> _PROBLEM TO SOLVE_: The records that follow need to be output exactly as they are.

================================

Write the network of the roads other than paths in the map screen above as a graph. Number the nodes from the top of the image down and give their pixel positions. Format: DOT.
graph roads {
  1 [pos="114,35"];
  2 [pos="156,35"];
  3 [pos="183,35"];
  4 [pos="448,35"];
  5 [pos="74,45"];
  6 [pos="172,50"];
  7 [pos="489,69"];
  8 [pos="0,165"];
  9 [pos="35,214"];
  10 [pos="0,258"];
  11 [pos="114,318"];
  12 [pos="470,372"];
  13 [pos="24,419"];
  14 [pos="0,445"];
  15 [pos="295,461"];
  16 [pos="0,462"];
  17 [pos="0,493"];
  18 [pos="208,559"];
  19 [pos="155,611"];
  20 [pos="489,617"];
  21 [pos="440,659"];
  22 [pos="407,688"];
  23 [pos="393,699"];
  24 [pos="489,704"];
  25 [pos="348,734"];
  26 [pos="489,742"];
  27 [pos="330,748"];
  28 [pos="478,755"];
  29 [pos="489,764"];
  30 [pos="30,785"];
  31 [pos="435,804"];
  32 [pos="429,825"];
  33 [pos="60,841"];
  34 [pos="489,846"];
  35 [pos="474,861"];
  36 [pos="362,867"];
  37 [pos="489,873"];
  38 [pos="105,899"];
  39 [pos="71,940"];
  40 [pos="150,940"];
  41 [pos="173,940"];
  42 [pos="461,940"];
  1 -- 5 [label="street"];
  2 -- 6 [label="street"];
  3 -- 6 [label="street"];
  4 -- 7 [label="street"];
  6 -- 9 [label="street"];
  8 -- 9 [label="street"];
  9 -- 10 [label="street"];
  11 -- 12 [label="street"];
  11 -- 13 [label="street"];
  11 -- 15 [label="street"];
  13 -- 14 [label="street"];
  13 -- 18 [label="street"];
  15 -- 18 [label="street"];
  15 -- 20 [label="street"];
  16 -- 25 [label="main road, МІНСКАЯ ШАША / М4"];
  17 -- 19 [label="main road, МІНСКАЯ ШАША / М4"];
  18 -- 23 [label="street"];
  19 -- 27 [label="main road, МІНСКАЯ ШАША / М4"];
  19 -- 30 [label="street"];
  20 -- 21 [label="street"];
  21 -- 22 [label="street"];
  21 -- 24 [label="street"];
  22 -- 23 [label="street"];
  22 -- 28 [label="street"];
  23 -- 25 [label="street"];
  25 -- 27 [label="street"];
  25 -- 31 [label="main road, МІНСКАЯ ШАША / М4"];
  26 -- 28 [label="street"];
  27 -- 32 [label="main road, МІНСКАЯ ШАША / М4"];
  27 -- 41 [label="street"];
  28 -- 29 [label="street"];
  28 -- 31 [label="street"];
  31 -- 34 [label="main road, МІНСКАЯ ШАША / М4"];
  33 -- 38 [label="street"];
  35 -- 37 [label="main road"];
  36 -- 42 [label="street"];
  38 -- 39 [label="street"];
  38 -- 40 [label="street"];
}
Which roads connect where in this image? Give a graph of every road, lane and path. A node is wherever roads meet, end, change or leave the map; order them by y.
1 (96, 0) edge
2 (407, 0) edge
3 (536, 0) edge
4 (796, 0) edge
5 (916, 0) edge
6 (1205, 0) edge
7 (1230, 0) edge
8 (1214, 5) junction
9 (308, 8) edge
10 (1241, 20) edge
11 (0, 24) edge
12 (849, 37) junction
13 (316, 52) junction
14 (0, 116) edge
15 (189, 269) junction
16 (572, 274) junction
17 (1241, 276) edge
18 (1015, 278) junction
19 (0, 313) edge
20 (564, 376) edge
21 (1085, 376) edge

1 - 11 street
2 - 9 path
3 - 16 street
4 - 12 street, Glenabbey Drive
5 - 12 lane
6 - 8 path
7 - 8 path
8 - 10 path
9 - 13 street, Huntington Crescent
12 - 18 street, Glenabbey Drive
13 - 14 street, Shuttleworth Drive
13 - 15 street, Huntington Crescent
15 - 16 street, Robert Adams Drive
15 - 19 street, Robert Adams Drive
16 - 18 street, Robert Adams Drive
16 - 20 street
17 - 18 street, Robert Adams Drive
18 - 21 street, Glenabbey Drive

================================

> _RESPONSE TO THIS EXERCISE_:
Write the network of the roads other than paths in the map screen above as a graph. Number the nodes from the top of the image down and give their pixel positions. Format: DOT.
graph roads {
  1 [pos="114,35"];
  2 [pos="156,35"];
  3 [pos="183,35"];
  4 [pos="448,35"];
  5 [pos="74,45"];
  6 [pos="172,50"];
  7 [pos="489,69"];
  8 [pos="0,165"];
  9 [pos="35,214"];
  10 [pos="0,258"];
  11 [pos="114,318"];
  12 [pos="470,372"];
  13 [pos="24,419"];
  14 [pos="0,445"];
  15 [pos="295,461"];
  16 [pos="0,462"];
  17 [pos="0,493"];
  18 [pos="208,559"];
  19 [pos="155,611"];
  20 [pos="489,617"];
  21 [pos="440,659"];
  22 [pos="407,688"];
  23 [pos="393,699"];
  24 [pos="489,704"];
  25 [pos="348,734"];
  26 [pos="489,742"];
  27 [pos="330,748"];
  28 [pos="478,755"];
  29 [pos="489,764"];
  30 [pos="30,785"];
  31 [pos="435,804"];
  32 [pos="429,825"];
  33 [pos="60,841"];
  34 [pos="489,846"];
  35 [pos="474,861"];
  36 [pos="362,867"];
  37 [pos="489,873"];
  38 [pos="105,899"];
  39 [pos="71,940"];
  40 [pos="150,940"];
  41 [pos="173,940"];
  42 [pos="461,940"];
  1 -- 5 [label="street"];
  2 -- 6 [label="street"];
  3 -- 6 [label="street"];
  4 -- 7 [label="street"];
  6 -- 9 [label="street"];
  8 -- 9 [label="street"];
  9 -- 10 [label="street"];
  11 -- 12 [label="street"];
  11 -- 13 [label="street"];
  11 -- 15 [label="street"];
  13 -- 14 [label="street"];
  13 -- 18 [label="street"];
  15 -- 18 [label="street"];
  15 -- 20 [label="street"];
  16 -- 25 [label="main road, МІНСКАЯ ШАША / М4"];
  17 -- 19 [label="main road, МІНСКАЯ ШАША / М4"];
  18 -- 23 [label="street"];
  19 -- 27 [label="main road, МІНСКАЯ ШАША / М4"];
  19 -- 30 [label="street"];
  20 -- 21 [label="street"];
  21 -- 22 [label="street"];
  21 -- 24 [label="street"];
  22 -- 23 [label="street"];
  22 -- 28 [label="street"];
  23 -- 25 [label="street"];
  25 -- 27 [label="street"];
  25 -- 31 [label="main road, МІНСКАЯ ШАША / М4"];
  26 -- 28 [label="street"];
  27 -- 32 [label="main road, МІНСКАЯ ШАША / М4"];
  27 -- 41 [label="street"];
  28 -- 29 [label="street"];
  28 -- 31 [label="street"];
  31 -- 34 [label="main road, МІНСКАЯ ШАША / М4"];
  33 -- 38 [label="street"];
  35 -- 37 [label="main road"];
  36 -- 42 [label="street"];
  38 -- 39 [label="street"];
  38 -- 40 [label="street"];
}
Which roads connect where in this image? Give a graph of every road, lane and path. A node is wherever roads meet, end, change or leave the map; order them by y.
1 (96, 0) edge
2 (407, 0) edge
3 (536, 0) edge
4 (796, 0) edge
5 (916, 0) edge
6 (1205, 0) edge
7 (1230, 0) edge
8 (1214, 5) junction
9 (308, 8) edge
10 (1241, 20) edge
11 (0, 24) edge
12 (849, 37) junction
13 (316, 52) junction
14 (0, 116) edge
15 (189, 269) junction
16 (572, 274) junction
17 (1241, 276) edge
18 (1015, 278) junction
19 (0, 313) edge
20 (564, 376) edge
21 (1085, 376) edge

1 - 11 street
2 - 9 path
3 - 16 street
4 - 12 street, Glenabbey Drive
5 - 12 lane
6 - 8 path
7 - 8 path
8 - 10 path
9 - 13 street, Huntington Crescent
12 - 18 street, Glenabbey Drive
13 - 14 street, Shuttleworth Drive
13 - 15 street, Huntington Crescent
15 - 16 street, Robert Adams Drive
15 - 19 street, Robert Adams Drive
16 - 18 street, Robert Adams Drive
16 - 20 street
17 - 18 street, Robert Adams Drive
18 - 21 street, Glenabbey Drive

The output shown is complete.